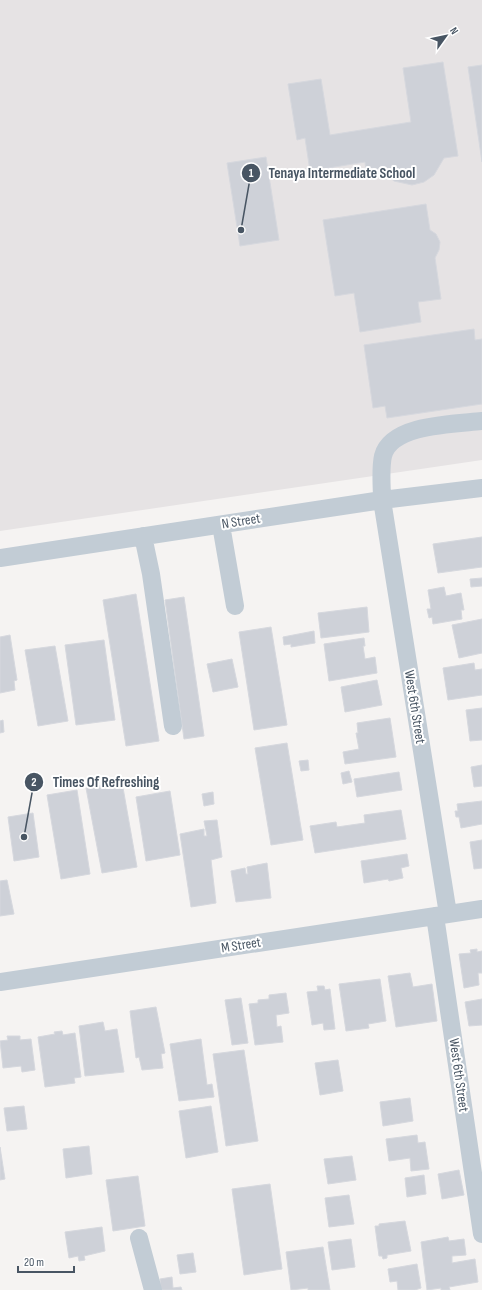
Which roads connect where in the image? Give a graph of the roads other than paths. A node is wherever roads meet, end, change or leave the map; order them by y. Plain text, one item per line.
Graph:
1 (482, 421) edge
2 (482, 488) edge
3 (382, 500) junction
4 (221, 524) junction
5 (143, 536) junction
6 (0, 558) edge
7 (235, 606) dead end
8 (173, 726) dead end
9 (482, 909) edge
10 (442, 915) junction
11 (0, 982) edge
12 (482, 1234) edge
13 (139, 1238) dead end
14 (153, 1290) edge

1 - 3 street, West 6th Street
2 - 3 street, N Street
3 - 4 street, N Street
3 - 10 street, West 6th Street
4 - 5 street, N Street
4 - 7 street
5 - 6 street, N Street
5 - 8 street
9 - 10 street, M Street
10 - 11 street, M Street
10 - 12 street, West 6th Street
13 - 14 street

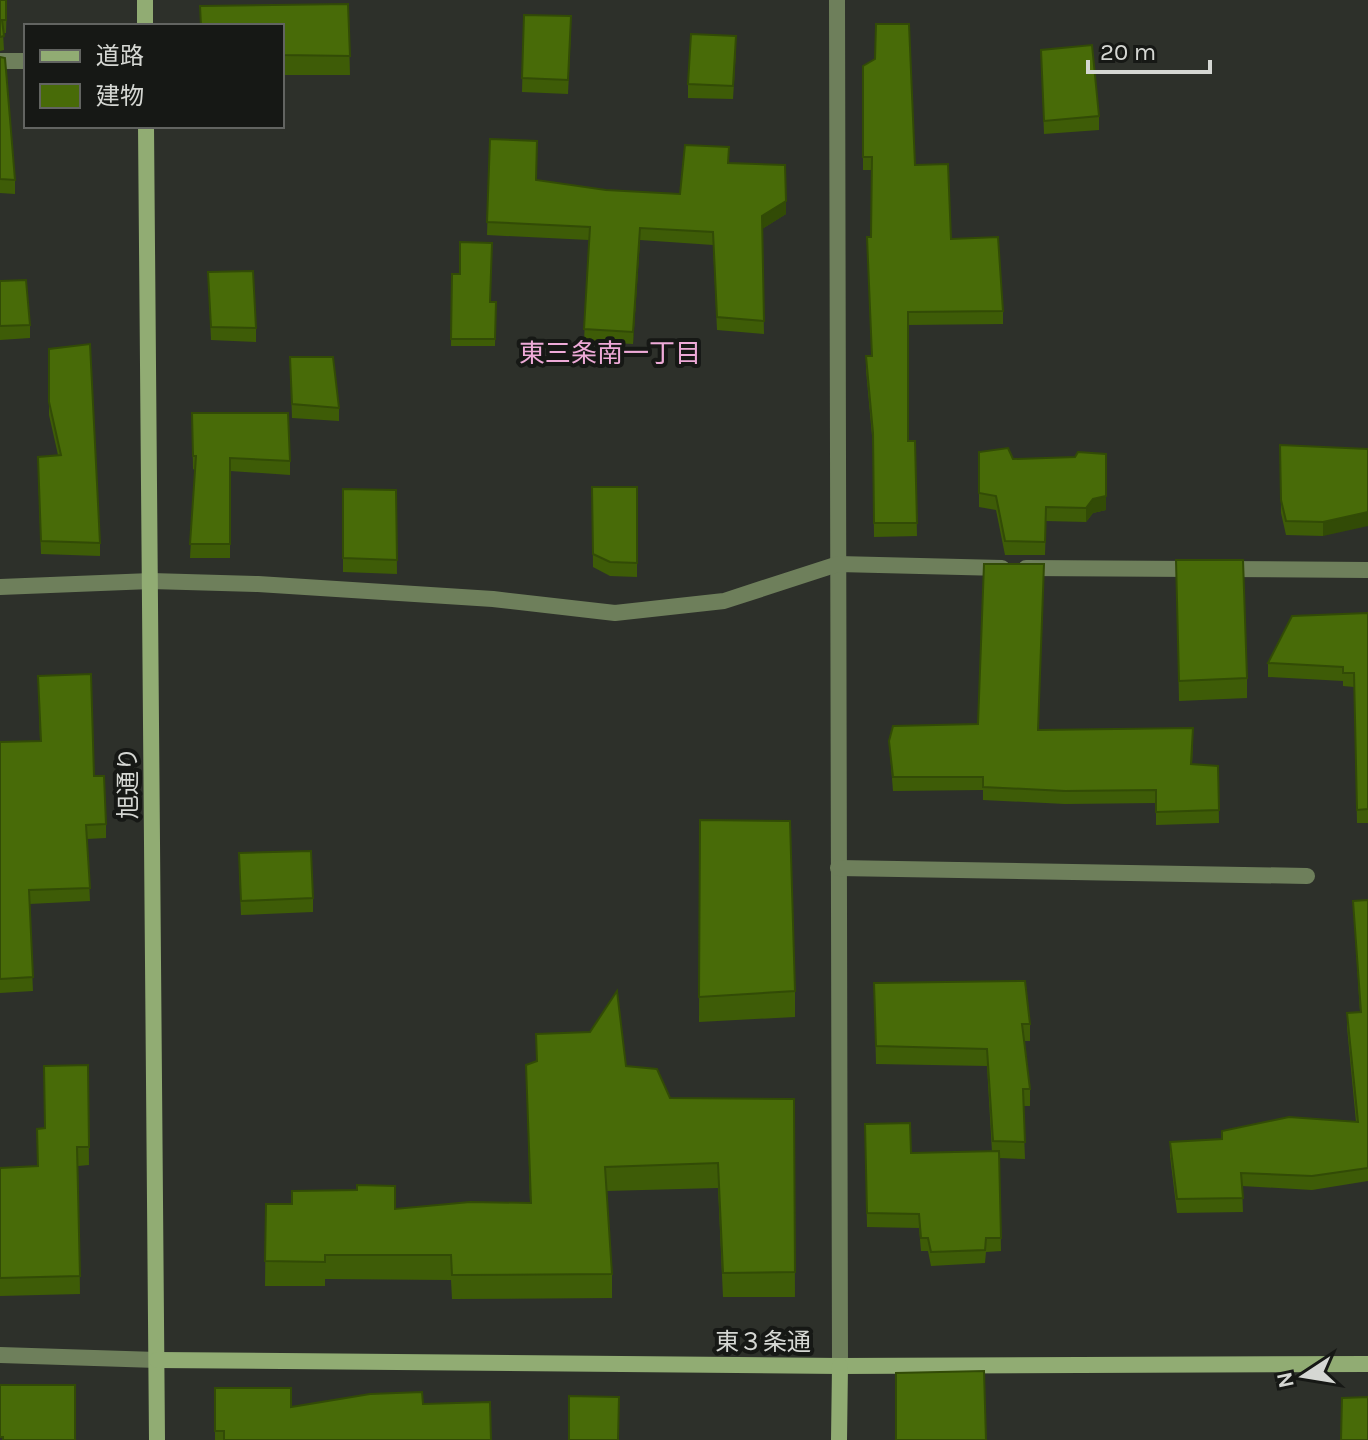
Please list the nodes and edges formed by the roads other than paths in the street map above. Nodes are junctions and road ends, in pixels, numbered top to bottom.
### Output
☆ ☆ ☆
WHAT IS EXPECTED: What belongs in the answer is each line of the listing that contains the word "other".

SOLUTION:
Which roads connect where in the image? Give a graph of the roads other than paths. A node is wherever roads meet, end, change or leave the map; order them by y. Plain text, one item per line.
Please list the nodes and edges formed by the roads other than paths in the street map above. Nodes are junctions and road ends, in pixels, numbered top to bottom.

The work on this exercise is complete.